Which of the lines below include the word "XIII"? Pull each one out.

Exercise materials Start Marker

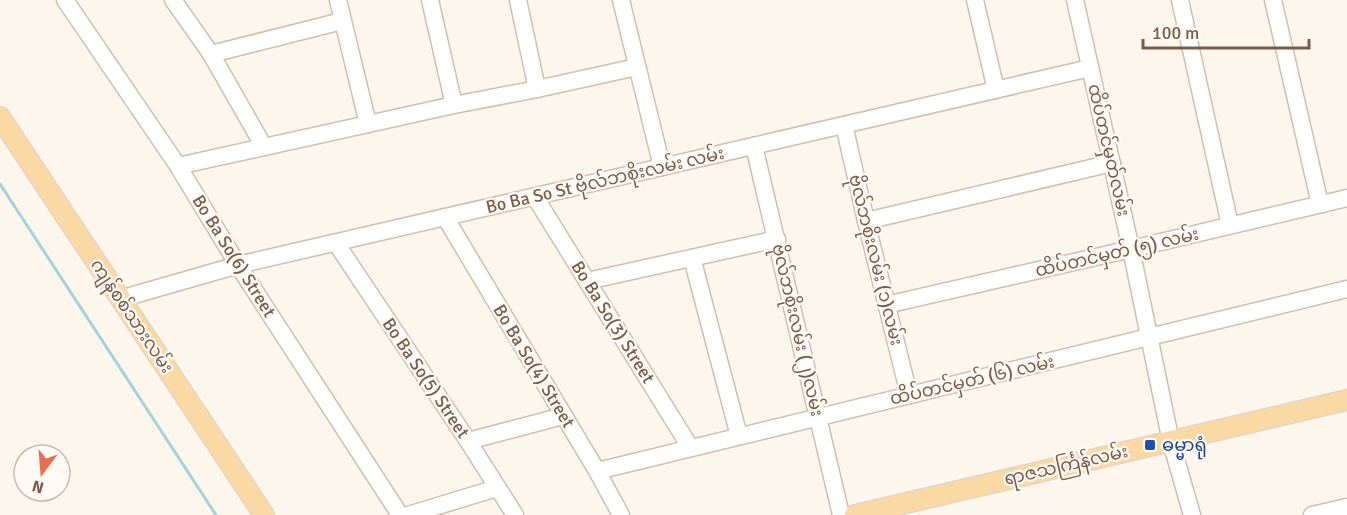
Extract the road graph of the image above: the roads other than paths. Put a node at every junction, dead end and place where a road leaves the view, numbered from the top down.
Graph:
1 (65, 0) edge
2 (173, 0) edge
3 (338, 0) edge
4 (430, 0) edge
5 (518, 0) edge
6 (621, 0) edge
7 (975, 0) edge
8 (1075, 0) edge
9 (1180, 0) edge
10 (1273, 0) edge
11 (342, 21) junction
12 (211, 54) junction
13 (637, 67) junction
14 (1090, 68) junction
15 (537, 89) junction
16 (996, 90) junction
17 (454, 105) junction
18 (0, 117) edge
19 (368, 124) junction
20 (844, 125) junction
21 (754, 146) junction
22 (264, 147) junction
23 (1112, 163) junction
24 (178, 166) junction
25 (662, 167) junction
26 (535, 197) junction
27 (1347, 198) edge
28 (1320, 204) junction
29 (445, 217) junction
30 (866, 221) junction
31 (1230, 225) junction
32 (777, 239) junction
33 (336, 243) junction
34 (1131, 249) junction
35 (692, 258) junction
36 (238, 265) junction
37 (587, 281) junction
38 (1347, 289) edge
39 (120, 298) junction
40 (886, 305) junction
41 (1149, 338) junction
42 (909, 395) junction
43 (1347, 400) edge
44 (563, 416) junction
45 (818, 417) junction
46 (739, 436) junction
47 (468, 441) junction
48 (1171, 442) junction
49 (690, 447) junction
50 (597, 471) junction
51 (497, 488) junction
52 (1347, 507) edge
53 (264, 515) edge
54 (400, 515) edge
55 (408, 515) edge
56 (515, 515) edge
57 (621, 515) edge
58 (841, 515) edge
59 (855, 515) edge
60 (1192, 515) edge
61 (1312, 515) edge

1 - 24 street, Bo Ba So(6) Street
2 - 12 street
3 - 11 street
4 - 17 street
5 - 15 street
6 - 13 street
7 - 16 street
8 - 14 street, ထိပ်တင်မှတ်လမ်း
9 - 31 street
10 - 28 street
11 - 12 street
11 - 19 street
12 - 22 street
13 - 15 street
13 - 25 street
14 - 16 street, Bo Ba So St ဗိုလ်ဘစိုးလမ်း လမ်း
14 - 23 street, ထိပ်တင်မှတ်လမ်း
15 - 17 street
16 - 20 street, Bo Ba So St ဗိုလ်ဘစိုးလမ်း လမ်း
17 - 19 street
18 - 39 main road, ကျန်စစ်သားလမ်း
19 - 22 street
20 - 21 street, Bo Ba So St ဗိုလ်ဘစိုးလမ်း လမ်း
20 - 30 street, ဗိုလ်ဘစိုးလမ်း (၁)လမ်း
21 - 25 street, Bo Ba So St ဗိုလ်ဘစိုးလမ်း လမ်း
21 - 32 street, ဗိုလ်ဘစိုးလမ်း (၂)လမ်း
22 - 24 street
23 - 30 street
23 - 34 street, ထိပ်တင်မှတ်လမ်း
24 - 36 street, Bo Ba So(6) Street
25 - 26 street, Bo Ba So St ဗိုလ်ဘစိုးလမ်း လမ်း
26 - 29 street, Bo Ba So St ဗိုလ်ဘစိုးလမ်း လမ်း
26 - 37 street, Bo Ba So(3) Street
27 - 28 street, ထိပ်တင်မှတ် (၅) လမ်း
28 - 31 street, ထိပ်တင်မှတ် (၅) လမ်း
29 - 33 street, Bo Ba So St ဗိုလ်ဘစိုးလမ်း လမ်း
29 - 44 street, Bo Ba So(4) Street
30 - 40 street, ဗိုလ်ဘစိုးလမ်း (၁)လမ်း
31 - 34 street, ထိပ်တင်မှတ် (၅) လမ်း
32 - 35 street
32 - 45 street, ဗိုလ်ဘစိုးလမ်း (၂)လမ်း
33 - 36 street, Bo Ba So St ဗိုလ်ဘစိုးလမ်း လမ်း
33 - 47 street, Bo Ba So(5) Street
34 - 40 street, ထိပ်တင်မှတ် (၅) လမ်း
34 - 41 street, ထိပ်တင်မှတ်လမ်း
35 - 37 street
35 - 46 street
36 - 39 street, Bo Ba So St ဗိုလ်ဘစိုးလမ်း လမ်း
36 - 54 street, Bo Ba So(6) Street
37 - 49 street, Bo Ba So(3) Street
38 - 41 street, ထိပ်တင်မှတ် (၆) လမ်း
39 - 53 main road, ကျန်စစ်သားလမ်း
40 - 42 street, ဗိုလ်ဘစိုးလမ်း (၁)လမ်း
41 - 42 street, ထိပ်တင်မှတ် (၆) လမ်း
41 - 48 street, ထိပ်တင်မှတ်လမ်း
42 - 45 street, ထိပ်တင်မှတ် (၆) လမ်း
43 - 48 main road, ရာဇသင်္ကြန်လမ်း
44 - 47 street
44 - 50 street, Bo Ba So(4) Street
45 - 46 street, ထိပ်တင်မှတ် (၆) လမ်း
45 - 58 street, ဗိုလ်ဘစိုးလမ်း (၂)လမ်း
46 - 49 street, ထိပ်တင်မှတ် (၆) လမ်း
47 - 51 street, Bo Ba So(5) Street
48 - 59 main road, ရာဇသင်္ကြန်လမ်း
48 - 60 street, ထိပ်တင်မှတ်လမ်း
49 - 50 street, ထိပ်တင်မှတ် (၆) လမ်း
50 - 57 street, Bo Ba So(4) Street
51 - 55 street
51 - 56 street, Bo Ba So(5) Street
52 - 61 street

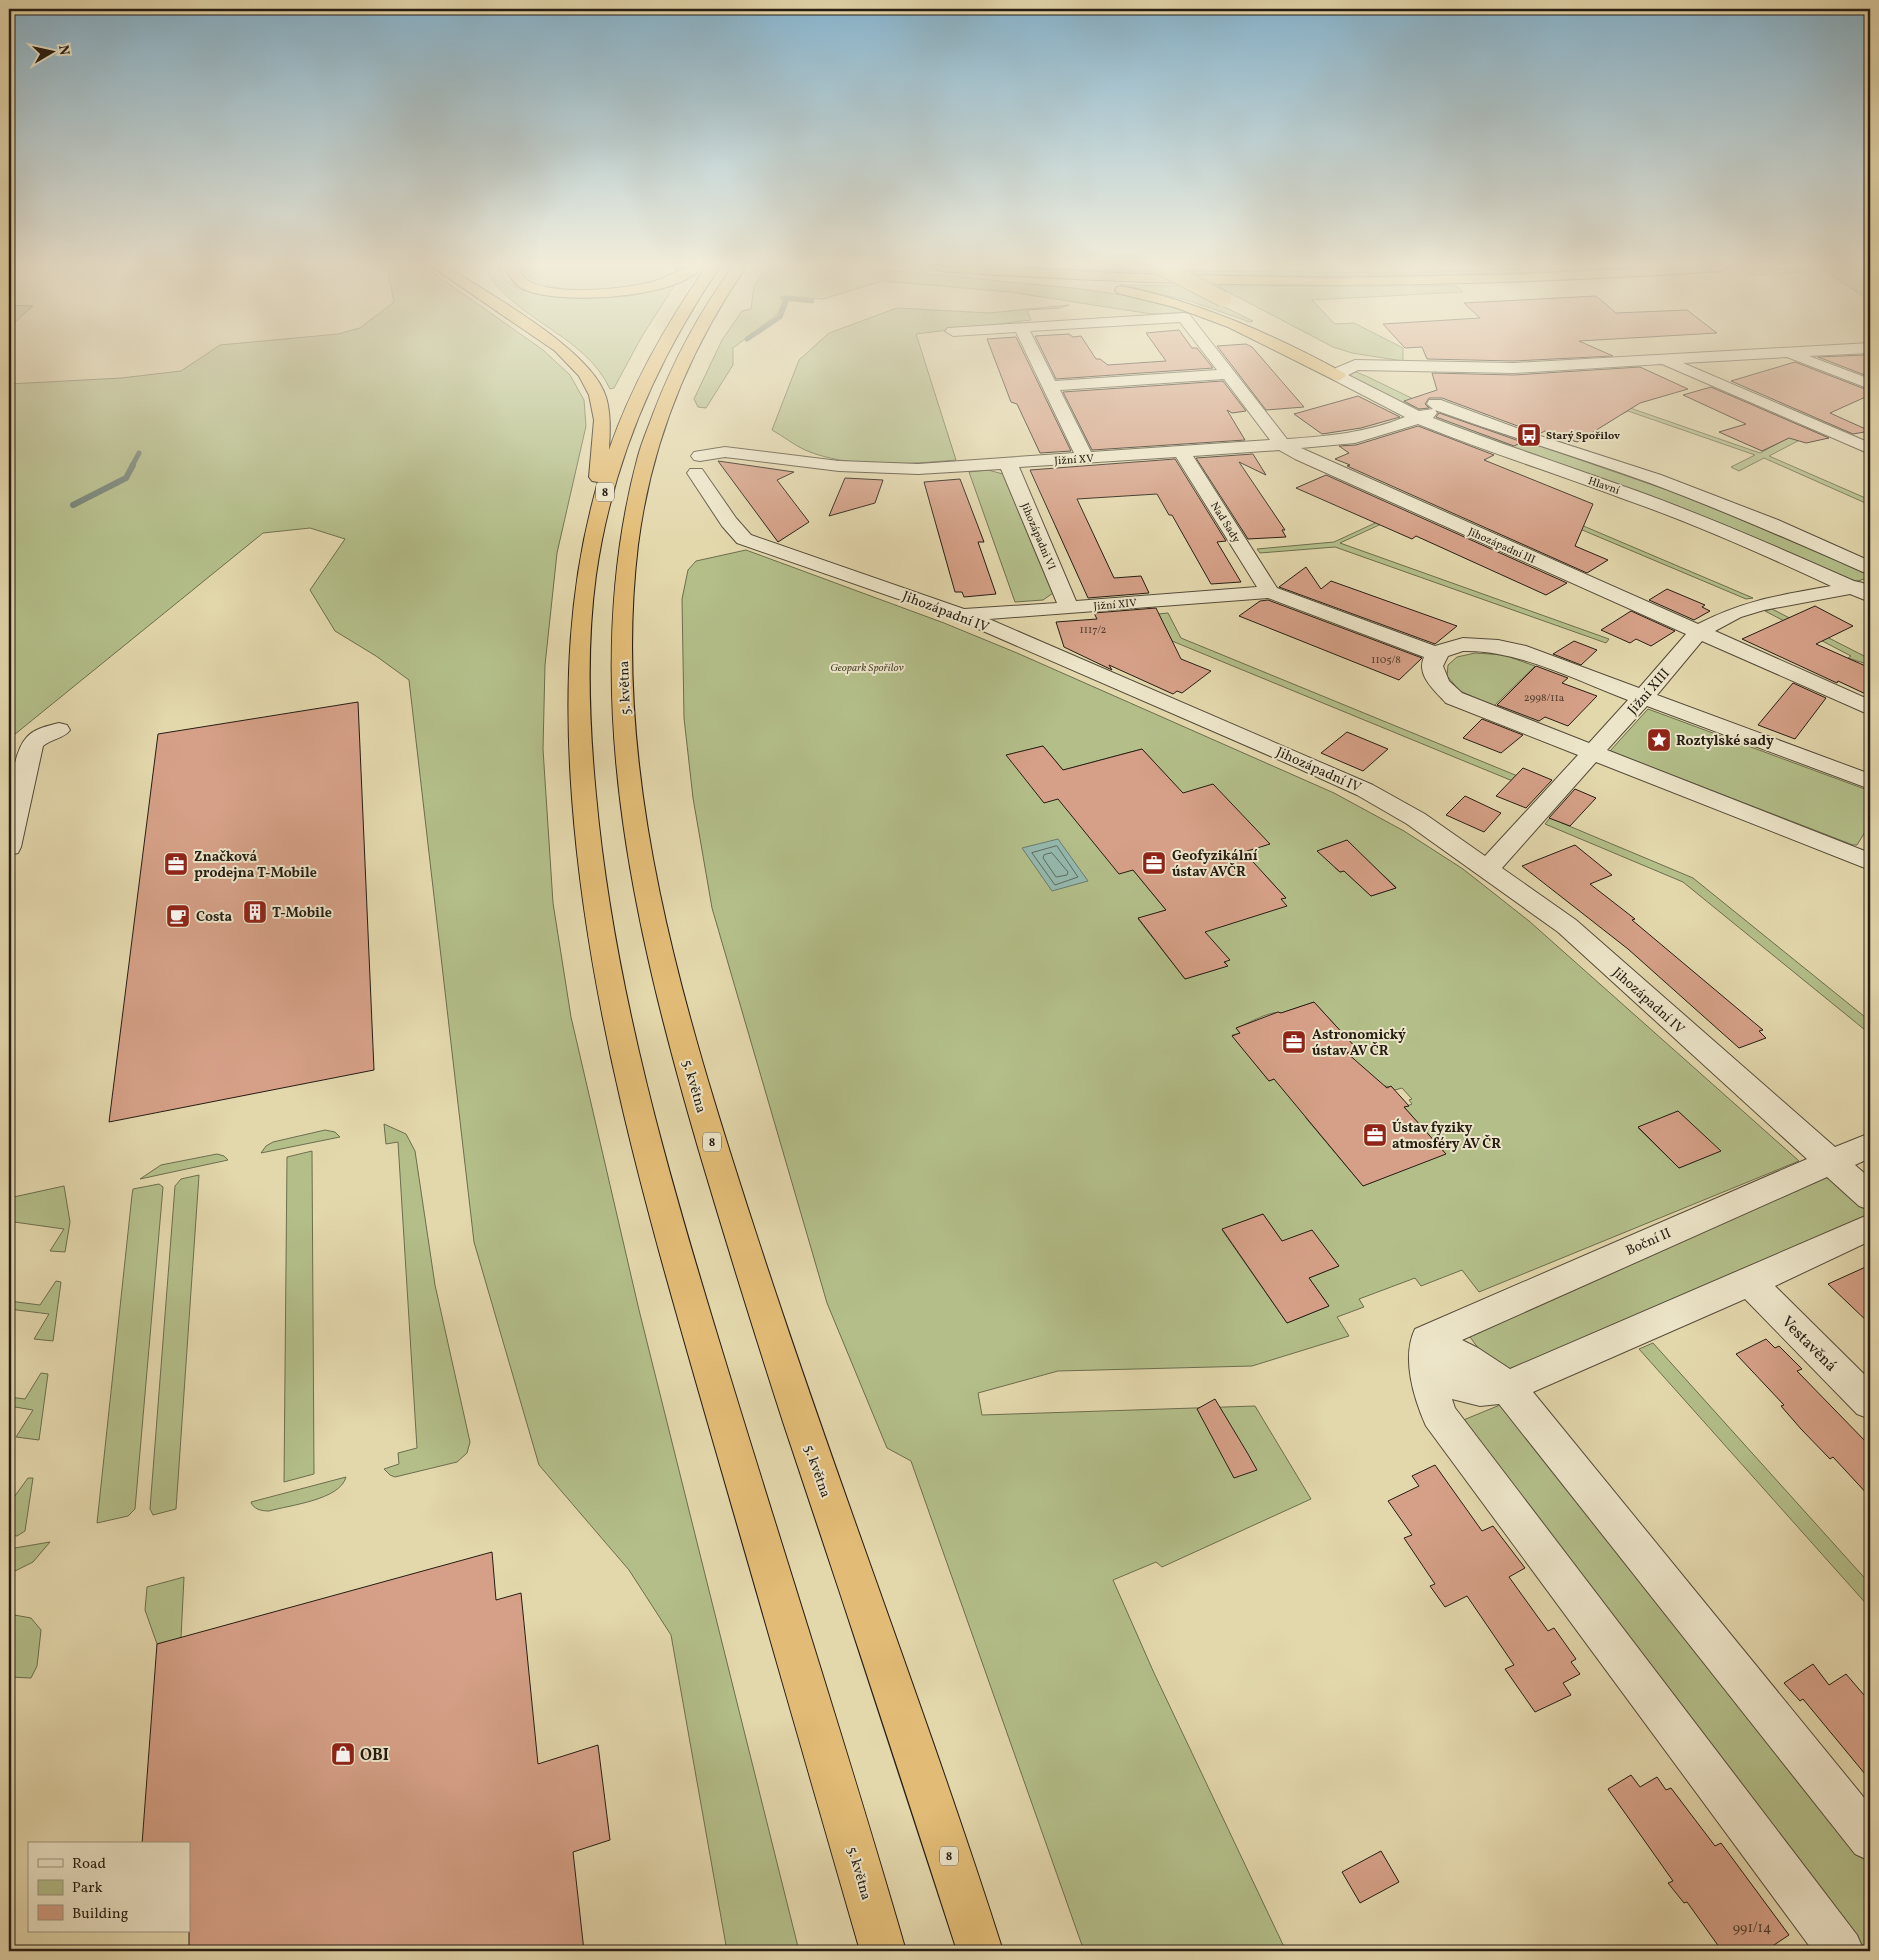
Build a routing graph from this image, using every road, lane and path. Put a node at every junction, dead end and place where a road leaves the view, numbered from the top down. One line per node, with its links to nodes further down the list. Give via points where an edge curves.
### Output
1 (573, 358): 27 (highway, via 595,390 600,407 602,435)
2 (657, 358): 27 (highway, 5. května / 8, via 637,399 613,466)
3 (684, 358): 53 (highway, 5. května / 8, via 656,428 636,500 625,584 622,646 624,720 648,891 670,994 724,1185)
4 (1036, 358): 17 (street)
5 (1216, 358): 14 (street, Jihozápadní III)
6 (1308, 358): 15 (highway)
7 (1311, 358): 12 (highway)
8 (1341, 358): 12 (highway)
9 (1690, 358): 11 (street)
10 (1801, 358): 16 (street)
11 (1663, 360): 13 (street, via 1514,368); 22 (street)
12 (1355, 365): 13 (street); 13 (street, via 1390,380 1397,370); 15 (street)
13 (1413, 367)
14 (1228, 374): 17 (street); 21 (street, Jihozápadní III)
15 (1338, 376): 20 (street, Hlavní)
16 (1870, 384)
17 (1050, 386): 24 (street)
18 (1419, 396): 19 (street, Hlavní)
19 (1442, 407): 20 (street, Jižní XV); 28 (street, Hlavní, via 1655,479 1771,524)
20 (1419, 418): 21 (street, Jižní XV, via 1367,436); 29 (street, Hlavní, via 1738,536)
21 (1283, 445): 23 (street, Jižní XV); 33 (street, Jihozápadní III, via 1301,456)
22 (1870, 449)
23 (1182, 452): 24 (street, Jižní XV); 30 (street, Nad Sady)
24 (1085, 458): 25 (street, Jižní XV)
25 (1008, 463): 26 (street, Jižní XV, via 918,469 840,466 725,452); 31 (street, Jihozápadni VI)
26 (698, 464): 32 (street, Jihozápadní IV, via 729,522 744,539)
27 (591, 544): 52 (highway, 5. května / 8, via 583,600 579,680 583,793 598,912 625,1054 700,1333)
28 (1870, 568)
29 (1865, 589): 33 (street, Jižní XIII, via 1760,605 1734,613)
30 (1270, 592): 31 (street, Jižní XIV); 34 (street)
31 (1069, 608): 32 (street, Jižní XIV)
32 (960, 614): 42 (street, Jihozápadní IV, via 1365,790 1416,819)
33 (1700, 631): 35 (street, Jižní XIII); 36 (street, Jihozápadní III)
34 (1437, 654): 35 (street, via 1460,645 1499,646); 38 (street, via 1431,663 1432,674 1439,686 1454,698)
35 (1643, 697): 38 (street, Jižní XIII); 39 (street)
36 (1870, 708)
37 (59, 730): 40 (street, via 45,734 32,745)
38 (1592, 752): 41 (street); 42 (street, Jižní XIII)
39 (1870, 782)
40 (9, 847)
41 (1870, 861)
42 (1487, 869): 44 (street, Jihozápadní IV, via 1567,926)
43 (1870, 1145): 44 (street, Boční II)
44 (1830, 1162): 45 (street, Jihozápadní IV); 48 (street, Boční II)
45 (1870, 1197)
46 (1870, 1228): 47 (street)
47 (1750, 1282): 49 (street); 50 (street, Vestavěná)
48 (1427, 1359): 49 (street, via 1466,1359); 54 (street, via 1439,1415)
49 (1506, 1387): 51 (street)
50 (1870, 1403)
51 (1870, 1839)
52 (883, 1951)
53 (980, 1951)
54 (1842, 1951)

Exercise materials End Marker

### Exercise response
29 (1865, 589): 33 (street, Jižní XIII, via 1760,605 1734,613)
33 (1700, 631): 35 (street, Jižní XIII); 36 (street, Jihozápadní III)
35 (1643, 697): 38 (street, Jižní XIII); 39 (street)
38 (1592, 752): 41 (street); 42 (street, Jižní XIII)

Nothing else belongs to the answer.